Soul Makossa by Manu Dibango 1972 - A true dance floor hit, Soul Makossa was an import record championed by David Mancuso of The Loft that took off in popularity with his crowd and spread throughout the discos of New York. It’s underground popularity rose to the ears of legendary radio DJ Frankie Crocker who gave it airtime on New York’s WBLS and introduced a generation of listeners to Afrobeat. The song helped sparked the world music influence on disco, and its iconic refrain ‘Mama ko mama sa make makossa’ became an international call to the dance floor (Makossa means DANCE in the Duala language of Cameroon), and was famously echoed by Michael Jackson in his song ‘Wanna Be Starting Something’.


I Feel Love by Donna Summer 1977 - What is there to say about the iconic trio of Donna Summer, Giorgio Moroder, and Pette Bellotte that hasn’t been said before? I just steal the line from my friend Brandon: “It always sounds like it’s from 15 minutes in the future.” - and it remains the #1 most requested song I get. Pure dopamine and serotonin in sonic form, this song is the living, churning, molten core of Planet Dance.

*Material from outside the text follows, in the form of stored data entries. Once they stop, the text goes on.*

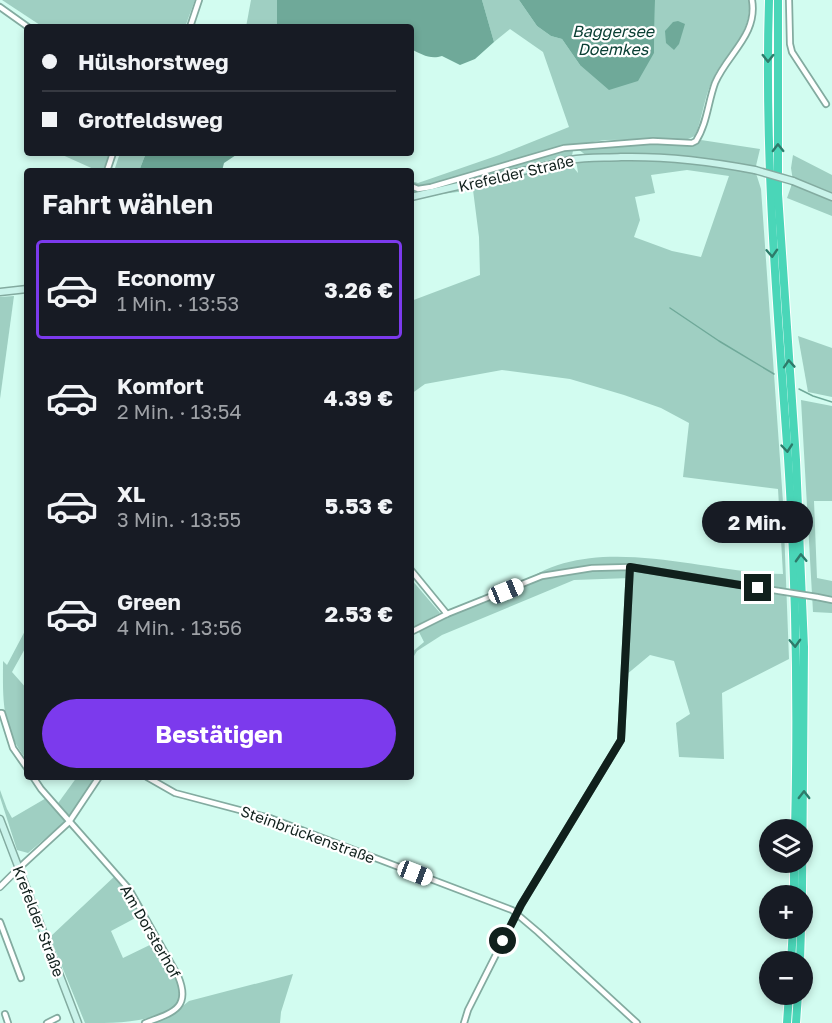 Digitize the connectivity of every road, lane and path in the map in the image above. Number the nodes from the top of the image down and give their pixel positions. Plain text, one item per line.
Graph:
1 (199, 0) edge
2 (752, 0) edge
3 (769, 0) edge
4 (778, 0) edge
5 (789, 0) edge
6 (0, 7) edge
7 (24, 24) edge
8 (191, 24) edge
9 (826, 104) dead end
10 (414, 187) edge
11 (414, 196) edge
12 (832, 197) edge
13 (24, 289) edge
14 (0, 292) edge
15 (630, 567) junction
16 (414, 574) edge
17 (832, 600) edge
18 (447, 614) junction
19 (414, 630) edge
20 (0, 713) edge
21 (24, 764) edge
22 (35, 780) edge
23 (97, 780) edge
24 (152, 780) edge
25 (0, 819) edge
26 (795, 819) edge
27 (69, 822) junction
28 (19, 868) junction
29 (802, 885) edge
30 (0, 887) edge
31 (518, 914) junction
32 (0, 922) edge
33 (21, 978) dead end
34 (788, 1005) edge
35 (797, 1005) edge
36 (5, 1014) dead end
37 (57, 1018) dead end
38 (8, 1023) edge
39 (47, 1023) edge
40 (78, 1023) edge
41 (145, 1023) edge
42 (464, 1023) edge
43 (637, 1023) edge
44 (787, 1023) edge
45 (796, 1023) edge

1 - 8 street
2 - 10 street
3 -> 26 highway
29 -> 4 highway
5 - 9 street
6 - 7 street
11 - 12 main road, Krefelder Straße, bridge
13 - 14 main road
15 - 17 street, bridge
15 - 18 street
15 - 31 street
16 - 18 street
18 - 19 street
20 - 21 street
22 - 27 street, Am Dorsterhof
23 - 27 street
24 - 31 street, Steinbrückenstraße
25 - 28 main road, Krefelder Straße
27 - 28 street
27 - 41 street, Am Dorsterhof
28 - 30 street
28 - 40 main road, Krefelder Straße
31 - 42 street
31 - 43 street, Steinbrückenstraße
32 - 33 street
34 - 44 highway
35 - 45 highway
36 - 38 street
37 - 39 street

Love Can’t Turn Around by Farley Jackmaster Funk ft Darryl Pandy 1986 - It feels weird not putting Frankie Knuckles on this list, but this was the first US House song to chart on the UK pop charts. Embodying the Warehouse spirit and exemplifying the Chicago sound, it kicked off a transatlantic movement that would bridge US and UK club culture forever and create a global family of ravers.


Trans Europe Express by Kraftwerk 1977 - From the warmth of American R&B to the chill of Krautrock, no band heralded the future quite like Kraftwerk. Working to create something entirely new from the ashes of WWII, Kraftwerk helped redefine what it meant to be German and provided a counterpoint to the wild and woolly excesses of 1970s rock ’n roll. Building off the foundation of their groundbreaking 1974 hit Autobahn, it was 1977’s Trans Europe Express that really solidified their robotic sound, one that would be fully realized in their next album, Man Machine. This song would famously divide a dance floor back in the day, some people not ready for the long, cold, hypnotic ride — one of those people was Steve Rubell of Studio 54 — he famously fired Nicky Siano for playing it!